*** Begin section ***

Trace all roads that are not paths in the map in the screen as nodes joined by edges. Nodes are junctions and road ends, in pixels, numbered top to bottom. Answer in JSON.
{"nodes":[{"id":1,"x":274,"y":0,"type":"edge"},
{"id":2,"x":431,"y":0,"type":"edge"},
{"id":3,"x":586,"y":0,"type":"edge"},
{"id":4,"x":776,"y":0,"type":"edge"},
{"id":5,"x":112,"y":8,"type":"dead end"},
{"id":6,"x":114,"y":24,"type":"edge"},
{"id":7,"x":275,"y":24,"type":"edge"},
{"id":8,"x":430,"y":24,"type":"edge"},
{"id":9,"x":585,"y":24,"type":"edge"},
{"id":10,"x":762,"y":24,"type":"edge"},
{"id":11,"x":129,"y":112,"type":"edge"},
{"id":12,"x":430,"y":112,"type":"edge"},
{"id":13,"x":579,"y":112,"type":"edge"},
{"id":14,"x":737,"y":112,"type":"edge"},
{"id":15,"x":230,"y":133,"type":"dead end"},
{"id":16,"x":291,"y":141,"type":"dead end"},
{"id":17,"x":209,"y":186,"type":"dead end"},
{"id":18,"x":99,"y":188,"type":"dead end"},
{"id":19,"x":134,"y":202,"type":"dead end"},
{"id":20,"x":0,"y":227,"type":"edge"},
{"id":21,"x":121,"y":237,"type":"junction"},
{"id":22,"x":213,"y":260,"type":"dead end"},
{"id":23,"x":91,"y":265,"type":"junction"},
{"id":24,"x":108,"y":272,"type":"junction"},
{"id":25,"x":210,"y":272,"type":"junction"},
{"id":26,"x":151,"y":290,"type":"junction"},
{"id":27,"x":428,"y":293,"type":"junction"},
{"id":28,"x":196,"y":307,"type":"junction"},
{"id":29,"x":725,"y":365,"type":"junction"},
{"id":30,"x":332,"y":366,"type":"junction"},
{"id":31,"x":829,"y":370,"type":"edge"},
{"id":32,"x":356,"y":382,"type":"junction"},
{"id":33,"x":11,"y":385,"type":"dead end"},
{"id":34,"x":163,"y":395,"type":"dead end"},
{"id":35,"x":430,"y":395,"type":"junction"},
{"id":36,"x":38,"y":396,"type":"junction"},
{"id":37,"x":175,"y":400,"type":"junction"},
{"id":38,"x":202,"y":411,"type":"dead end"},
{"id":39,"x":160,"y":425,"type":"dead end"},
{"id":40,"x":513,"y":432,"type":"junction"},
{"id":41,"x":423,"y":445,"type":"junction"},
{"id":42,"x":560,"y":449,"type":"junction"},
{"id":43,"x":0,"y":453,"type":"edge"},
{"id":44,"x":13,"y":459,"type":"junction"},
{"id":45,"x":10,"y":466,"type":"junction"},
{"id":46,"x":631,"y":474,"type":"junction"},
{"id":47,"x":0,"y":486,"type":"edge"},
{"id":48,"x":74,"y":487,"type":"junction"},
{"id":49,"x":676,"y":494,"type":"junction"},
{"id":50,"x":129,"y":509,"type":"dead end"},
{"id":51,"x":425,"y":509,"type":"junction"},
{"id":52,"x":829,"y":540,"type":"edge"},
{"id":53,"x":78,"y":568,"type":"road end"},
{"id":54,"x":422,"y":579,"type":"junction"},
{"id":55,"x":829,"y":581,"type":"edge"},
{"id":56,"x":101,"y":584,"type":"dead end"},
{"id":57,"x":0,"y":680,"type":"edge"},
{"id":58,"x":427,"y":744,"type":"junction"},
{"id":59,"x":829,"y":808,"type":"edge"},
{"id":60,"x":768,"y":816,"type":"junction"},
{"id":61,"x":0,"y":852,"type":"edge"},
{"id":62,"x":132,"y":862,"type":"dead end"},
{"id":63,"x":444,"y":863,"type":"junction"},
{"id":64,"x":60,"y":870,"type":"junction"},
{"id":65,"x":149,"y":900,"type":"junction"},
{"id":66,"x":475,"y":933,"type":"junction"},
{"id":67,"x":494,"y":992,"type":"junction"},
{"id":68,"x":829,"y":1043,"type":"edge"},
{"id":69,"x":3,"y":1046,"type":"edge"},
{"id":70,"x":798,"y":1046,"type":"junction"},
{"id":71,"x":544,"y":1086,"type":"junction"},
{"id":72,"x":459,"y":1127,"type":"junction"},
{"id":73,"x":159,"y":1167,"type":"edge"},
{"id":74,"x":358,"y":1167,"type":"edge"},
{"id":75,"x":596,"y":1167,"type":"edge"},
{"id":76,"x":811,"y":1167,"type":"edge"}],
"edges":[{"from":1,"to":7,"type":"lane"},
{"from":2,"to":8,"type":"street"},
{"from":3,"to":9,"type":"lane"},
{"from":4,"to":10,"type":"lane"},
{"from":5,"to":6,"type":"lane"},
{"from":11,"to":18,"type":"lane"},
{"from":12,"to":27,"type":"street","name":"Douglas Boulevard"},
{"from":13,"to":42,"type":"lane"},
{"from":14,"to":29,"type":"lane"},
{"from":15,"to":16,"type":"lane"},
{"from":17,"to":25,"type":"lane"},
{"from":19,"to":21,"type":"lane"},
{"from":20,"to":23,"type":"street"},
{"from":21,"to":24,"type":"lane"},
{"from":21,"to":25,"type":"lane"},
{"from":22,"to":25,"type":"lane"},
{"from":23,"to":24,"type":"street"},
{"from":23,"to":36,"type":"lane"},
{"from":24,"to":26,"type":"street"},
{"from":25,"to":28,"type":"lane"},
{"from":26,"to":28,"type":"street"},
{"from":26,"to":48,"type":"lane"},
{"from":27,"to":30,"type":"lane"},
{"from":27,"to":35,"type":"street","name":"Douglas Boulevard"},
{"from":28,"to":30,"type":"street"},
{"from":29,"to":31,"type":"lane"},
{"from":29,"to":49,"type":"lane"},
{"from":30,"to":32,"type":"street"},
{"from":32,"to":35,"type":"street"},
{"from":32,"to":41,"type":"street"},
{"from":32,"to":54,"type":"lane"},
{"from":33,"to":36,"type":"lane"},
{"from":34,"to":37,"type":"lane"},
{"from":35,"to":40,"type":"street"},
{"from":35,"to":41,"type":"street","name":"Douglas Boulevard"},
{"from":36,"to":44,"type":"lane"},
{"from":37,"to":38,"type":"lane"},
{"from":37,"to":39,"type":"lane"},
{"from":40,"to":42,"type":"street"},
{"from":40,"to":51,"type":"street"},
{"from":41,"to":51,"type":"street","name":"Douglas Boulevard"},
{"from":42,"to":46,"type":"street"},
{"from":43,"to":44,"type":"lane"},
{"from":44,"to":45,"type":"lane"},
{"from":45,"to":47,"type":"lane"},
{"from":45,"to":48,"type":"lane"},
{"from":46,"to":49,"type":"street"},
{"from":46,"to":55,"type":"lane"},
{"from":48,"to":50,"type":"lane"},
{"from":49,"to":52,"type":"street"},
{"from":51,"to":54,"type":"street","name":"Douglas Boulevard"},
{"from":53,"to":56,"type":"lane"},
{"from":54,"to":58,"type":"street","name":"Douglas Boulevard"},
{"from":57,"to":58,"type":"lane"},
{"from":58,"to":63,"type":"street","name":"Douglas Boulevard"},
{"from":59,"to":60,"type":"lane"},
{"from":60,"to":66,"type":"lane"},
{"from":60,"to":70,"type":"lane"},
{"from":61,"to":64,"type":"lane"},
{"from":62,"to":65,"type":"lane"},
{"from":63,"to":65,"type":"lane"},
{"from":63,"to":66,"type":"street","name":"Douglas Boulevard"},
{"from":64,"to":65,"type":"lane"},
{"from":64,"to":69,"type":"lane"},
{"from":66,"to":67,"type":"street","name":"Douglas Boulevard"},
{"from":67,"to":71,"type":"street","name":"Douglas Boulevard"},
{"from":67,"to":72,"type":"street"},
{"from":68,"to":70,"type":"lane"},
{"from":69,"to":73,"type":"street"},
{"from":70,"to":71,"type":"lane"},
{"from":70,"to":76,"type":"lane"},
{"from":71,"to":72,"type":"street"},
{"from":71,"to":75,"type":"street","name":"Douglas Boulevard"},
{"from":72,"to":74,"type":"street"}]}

*** End section ***

Problem requirements
Whenever the string "nodes" turns up in a line above, copy that line out.

Result
Trace all roads that are not paths in the map in the screen as nodes joined by edges. Nodes are junctions and road ends, in pixels, numbered top to bottom. Answer in JSON.
{"nodes":[{"id":1,"x":274,"y":0,"type":"edge"},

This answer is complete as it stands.